The explosive growth of green building (GB) research over the past few decades has posed great challenges for researchers to effectively grasp the holistic GB research status. This paper presents a ...text mining based method to identify the key research topics and trends from the existing abundant GB research publications. In total, 2421 articles are retrieved from the Web of Science core database. Subsequently, three mutually integrated text mining techniques, including the latent Dirichlet allocation (LDA) modeling, Word2vec, and community network analysis, are employed for knowledge discovery. Results show that the number of GB research topics increased from 1990 to 2020, while design optimization and energy efficient measures have always been the research hotspots.
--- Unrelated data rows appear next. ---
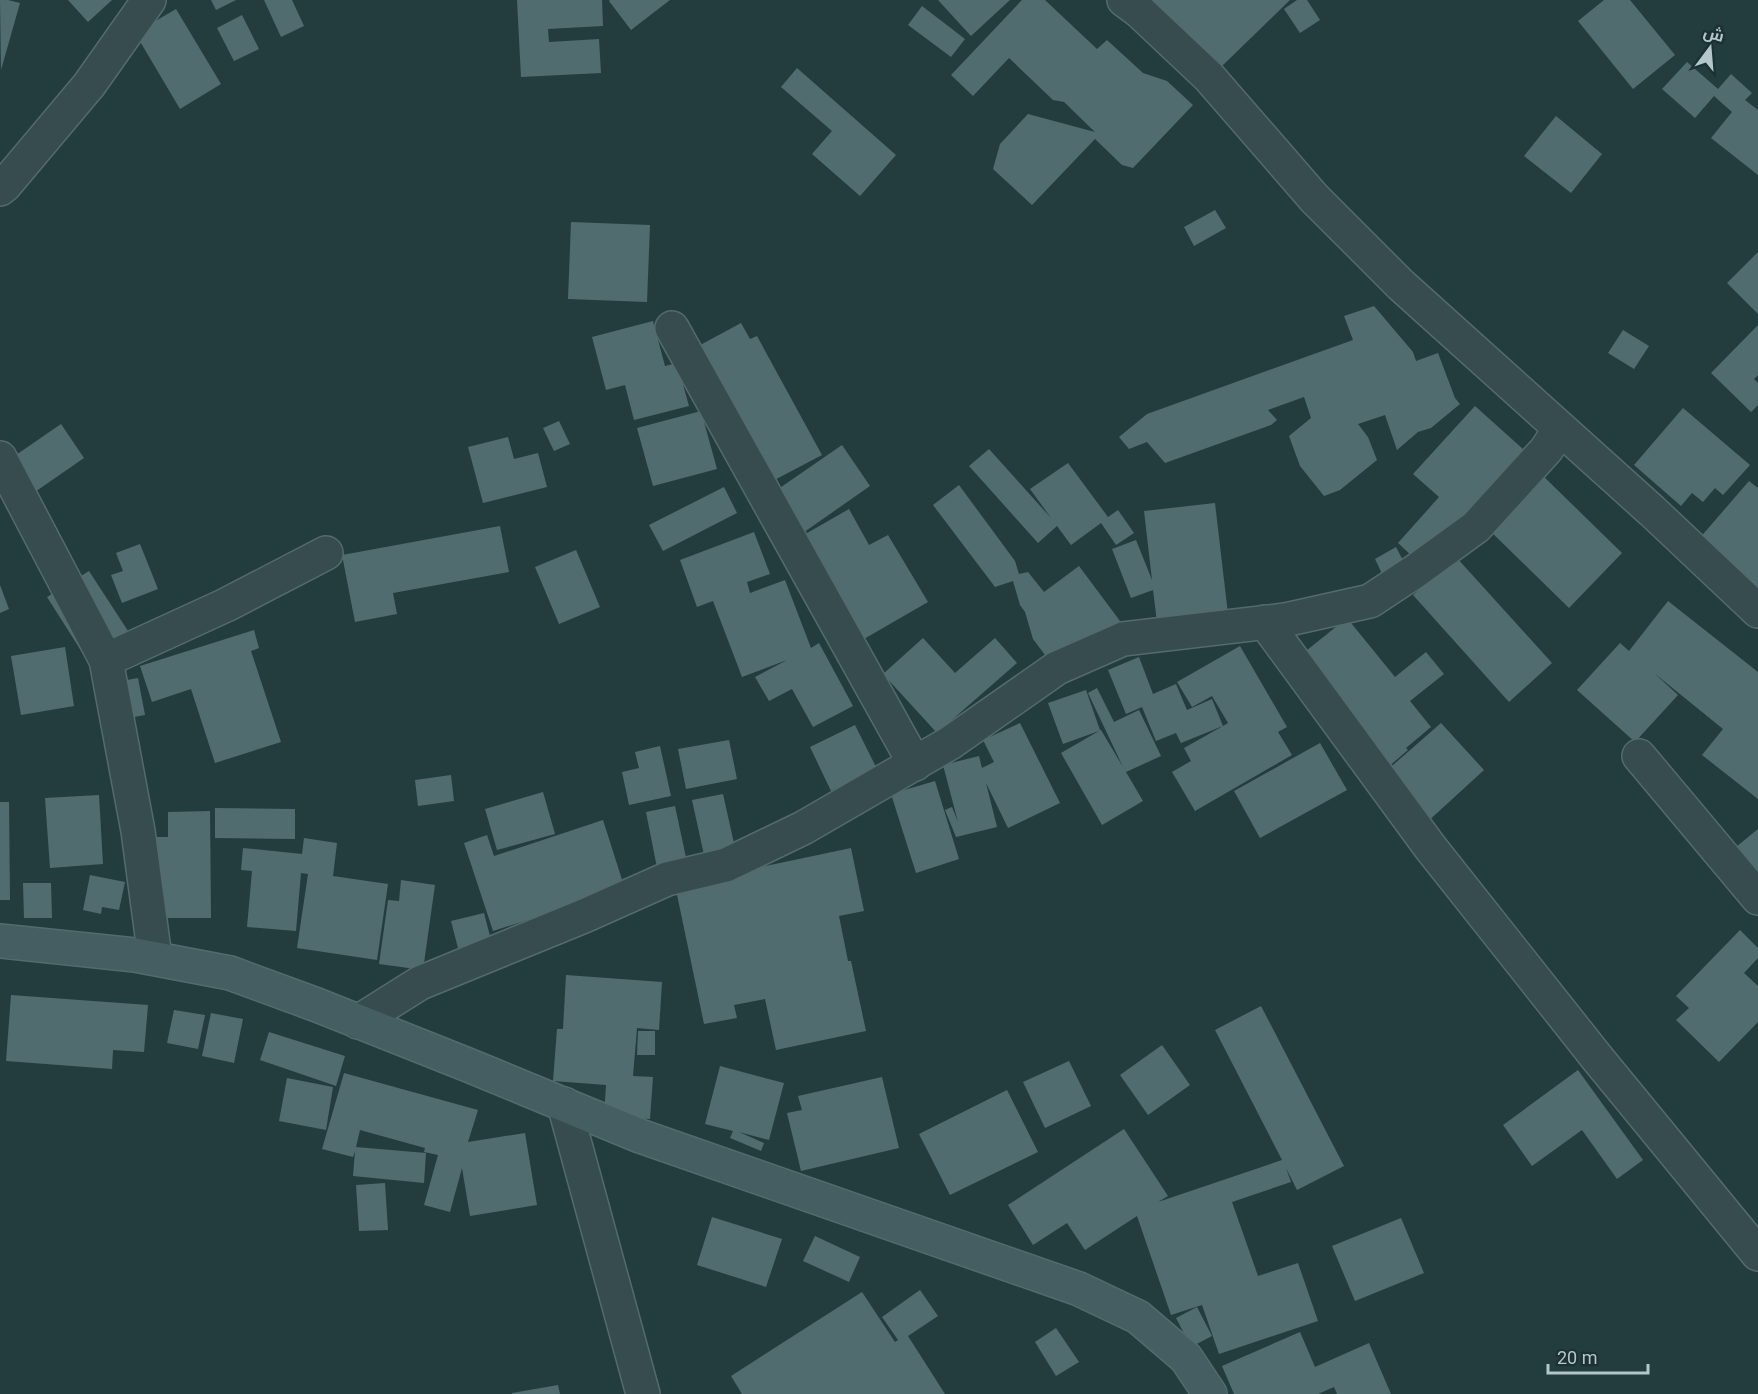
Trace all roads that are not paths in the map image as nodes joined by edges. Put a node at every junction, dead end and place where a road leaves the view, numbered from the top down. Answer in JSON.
{"nodes":[{"id":1,"x":149,"y":0,"type":"edge"},
{"id":2,"x":1124,"y":0,"type":"edge"},
{"id":3,"x":0,"y":189,"type":"edge"},
{"id":4,"x":672,"y":328,"type":"dead end"},
{"id":5,"x":1560,"y":429,"type":"junction"},
{"id":6,"x":0,"y":458,"type":"edge"},
{"id":7,"x":326,"y":553,"type":"dead end"},
{"id":8,"x":1758,"y":611,"type":"edge"},
{"id":9,"x":1265,"y":622,"type":"junction"},
{"id":10,"x":106,"y":660,"type":"junction"},
{"id":11,"x":1639,"y":756,"type":"dead end"},
{"id":12,"x":915,"y":764,"type":"junction"},
{"id":13,"x":1758,"y":898,"type":"edge"},
{"id":14,"x":0,"y":941,"type":"edge"},
{"id":15,"x":155,"y":958,"type":"junction"},
{"id":16,"x":358,"y":1022,"type":"junction"},
{"id":17,"x":564,"y":1104,"type":"junction"},
{"id":18,"x":1758,"y":1254,"type":"edge"},
{"id":19,"x":643,"y":1394,"type":"edge"},
{"id":20,"x":1210,"y":1394,"type":"edge"}],
"edges":[{"from":1,"to":3,"type":"street"},
{"from":2,"to":5,"type":"street"},
{"from":4,"to":12,"type":"street"},
{"from":5,"to":8,"type":"street"},
{"from":5,"to":9,"type":"street"},
{"from":6,"to":10,"type":"street"},
{"from":7,"to":10,"type":"street"},
{"from":9,"to":12,"type":"street"},
{"from":9,"to":18,"type":"street"},
{"from":10,"to":15,"type":"street"},
{"from":11,"to":13,"type":"street"},
{"from":12,"to":16,"type":"street"},
{"from":14,"to":15,"type":"main road"},
{"from":15,"to":16,"type":"main road"},
{"from":16,"to":17,"type":"main road"},
{"from":17,"to":19,"type":"street"},
{"from":17,"to":20,"type":"main road"}]}
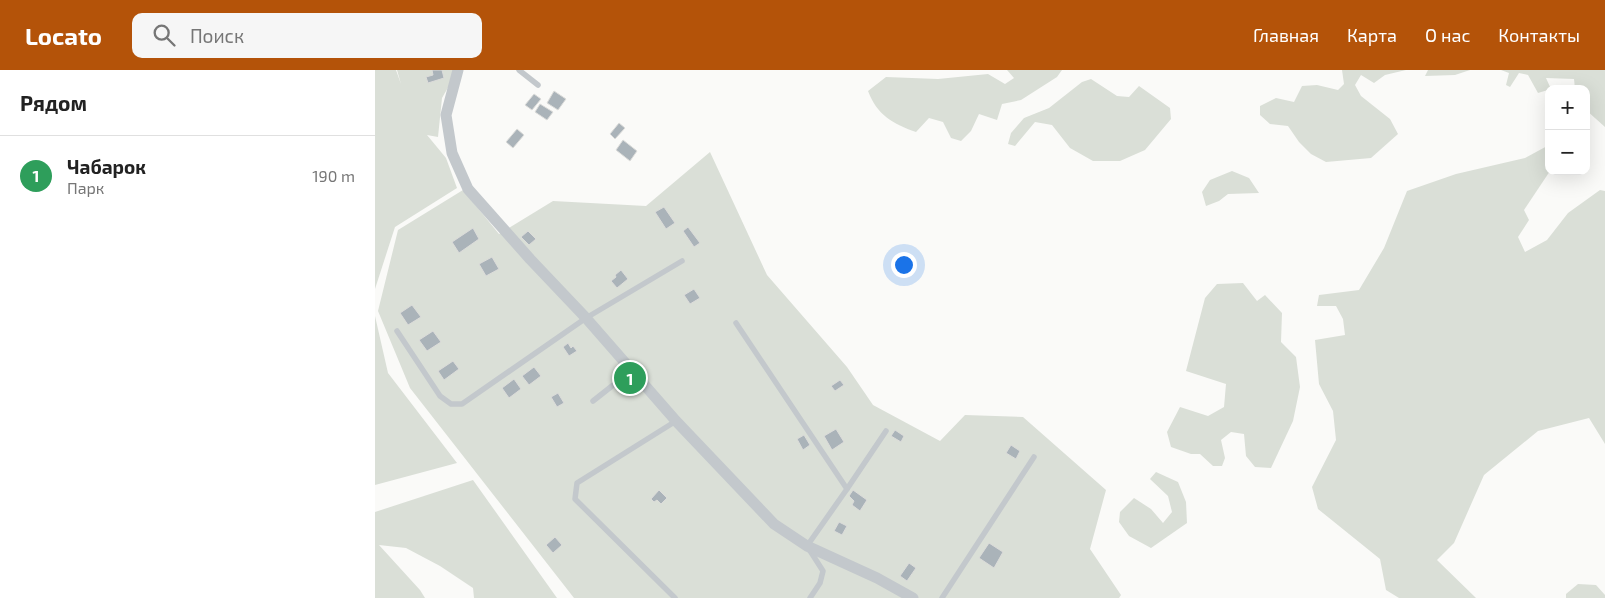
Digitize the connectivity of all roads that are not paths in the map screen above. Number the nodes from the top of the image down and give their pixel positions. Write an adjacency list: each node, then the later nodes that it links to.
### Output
1 (458, 70): 5 (street)
2 (519, 70): 3 (lane)
3 (538, 85)
4 (682, 261): 5 (lane)
5 (586, 318): 7 (lane); 8 (street)
6 (736, 323): 13 (lane)
7 (397, 331)
8 (631, 370): 9 (lane); 10 (street)
9 (593, 401)
10 (676, 421): 14 (street); 15 (lane)
11 (886, 431): 13 (lane)
12 (1034, 457): 18 (lane)
13 (847, 489): 14 (lane)
14 (807, 546): 16 (lane); 17 (street)
15 (675, 598)
16 (810, 598)
17 (913, 598)
18 (942, 598)

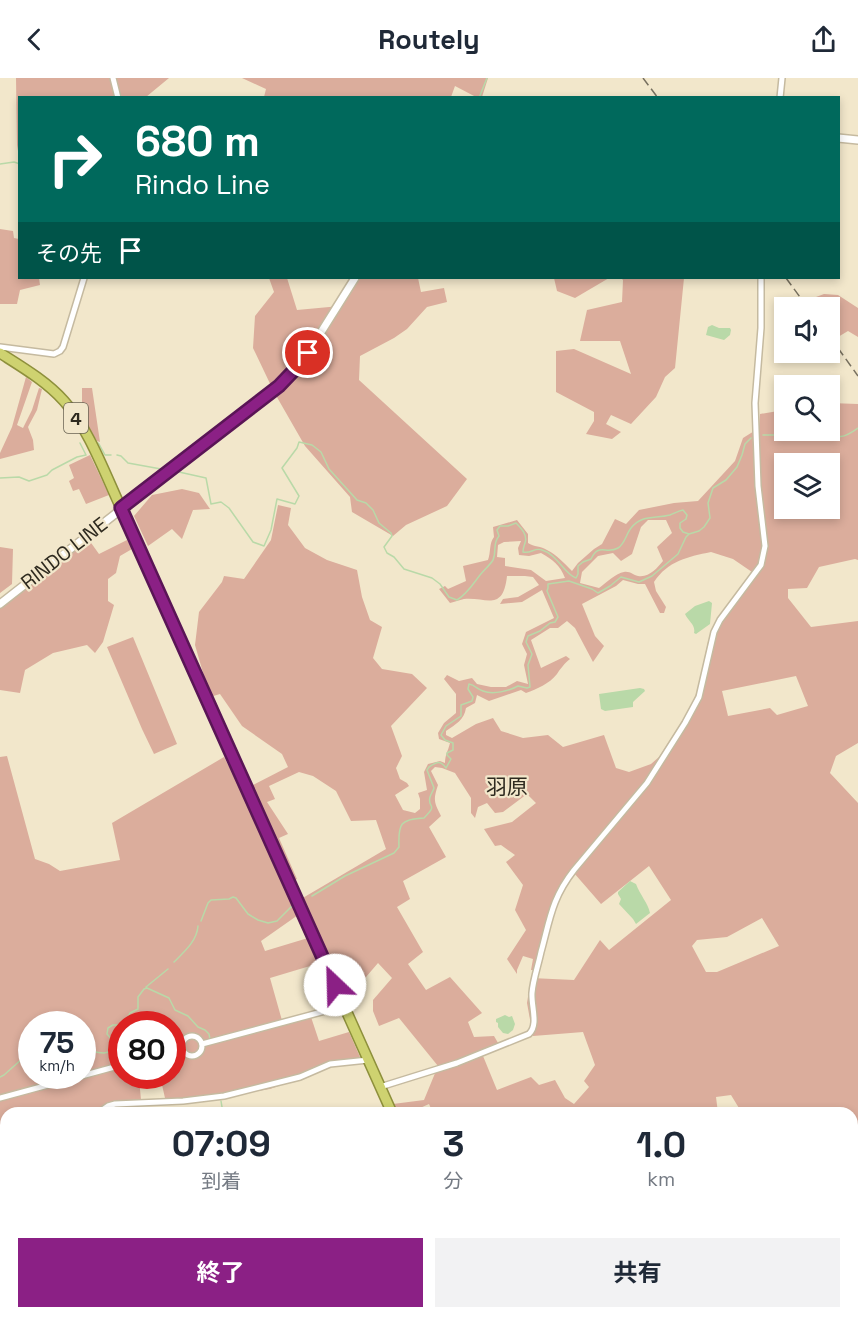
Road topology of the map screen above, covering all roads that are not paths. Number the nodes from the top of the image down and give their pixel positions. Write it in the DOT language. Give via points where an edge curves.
graph roads {
  1 [pos="113,78"];
  2 [pos="782,78"];
  3 [pos="118,96"];
  4 [pos="780,96"];
  5 [pos="840,138"];
  6 [pos="858,140"];
  7 [pos="84,279"];
  8 [pos="355,279"];
  9 [pos="761,279"];
  10 [pos="0,347"];
  11 [pos="0,353"];
  12 [pos="121,508"];
  13 [pos="0,604"];
  14 [pos="344,1006"];
  15 [pos="186,1039"];
  16 [pos="202,1044"];
  17 [pos="186,1052"];
  18 [pos="368,1060"];
  19 [pos="108,1069"];
  20 [pos="380,1087"];
  21 [pos="0,1098"];
  22 [pos="107,1107"];
  23 [pos="389,1107"];
  1 -- 3 [label="street"];
  2 -- 4 [label="street"];
  5 -- 6 [label="street"];
  7 -- 10 [label="street" via="60,351 54,354"];
  8 -- 12 [label="street, RINDO LINE" via="308,353 279,386"];
  9 -- 20 [label="street" via="755,403 765,546 761,565 714,632 699,697 648,783 565,881 552,906 533,985 533,1030 457,1063"];
  11 -- 12 [label="highway, 4" via="38,378 75,415"];
  12 -- 13 [label="street, RINDO LINE"];
  12 -- 14 [label="highway, 4"];
  14 -- 16 [label="street"];
  14 -- 18 [label="highway, 4"];
  15 -- 16 [label="street" via="197,1037"];
  16 -- 17 [label="street" via="196,1055"];
  18 -- 20 [label="highway, 4"];
  18 -- 22 [label="street" via="330,1064 300,1077 224,1096"];
  19 -- 21 [label="street"];
  20 -- 23 [label="highway, 4"];
}
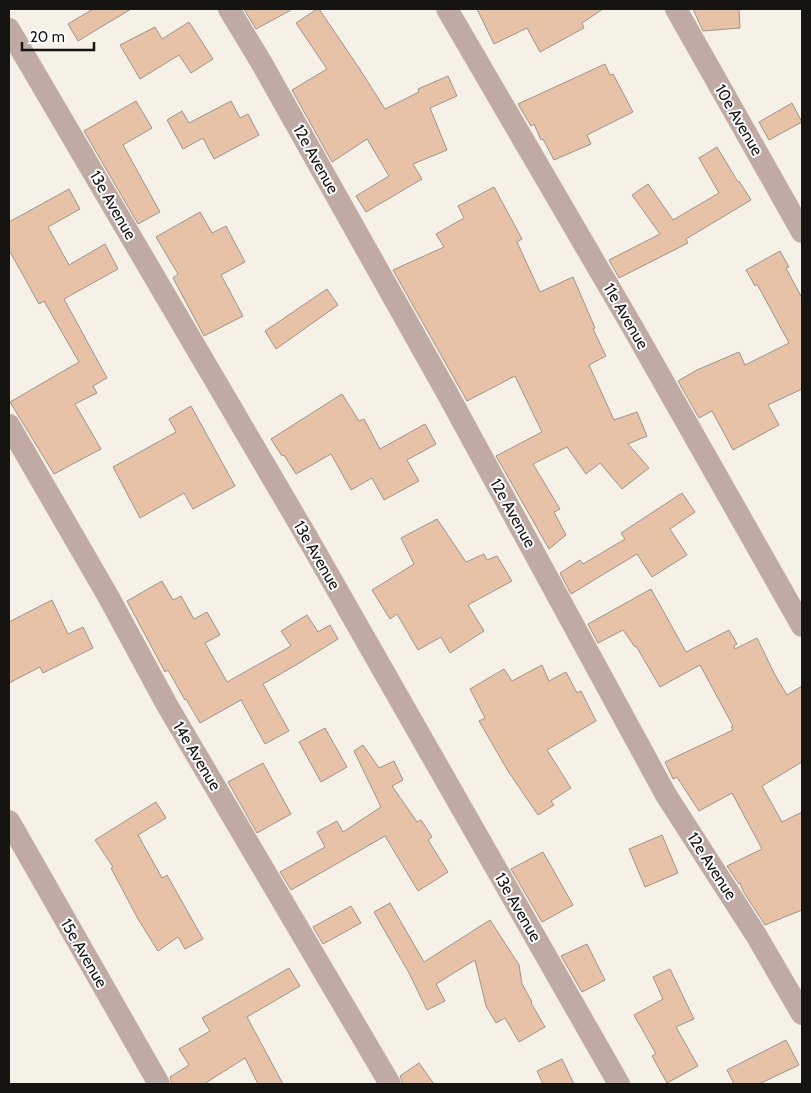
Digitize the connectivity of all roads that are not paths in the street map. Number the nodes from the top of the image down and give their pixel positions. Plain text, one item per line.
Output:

The identified research themes are further categorized into nine general research areas, including GB design, energy saving, GB rating system, life cycle evaluation, incentive and hindrances, post-occupancy evaluation, GB technologies, GB market, and management aspects of GB. Based on the revealed emerging research themes in recent ten years, three research directions are further proposed, such as green building market, employment of digital technologies, and safety risks in GB projects. This research provides an applicable quantitative method to efficiently identify the research topics from the extensive research publications and establishes a comprehensive knowledge framework of the GB research status at different stages.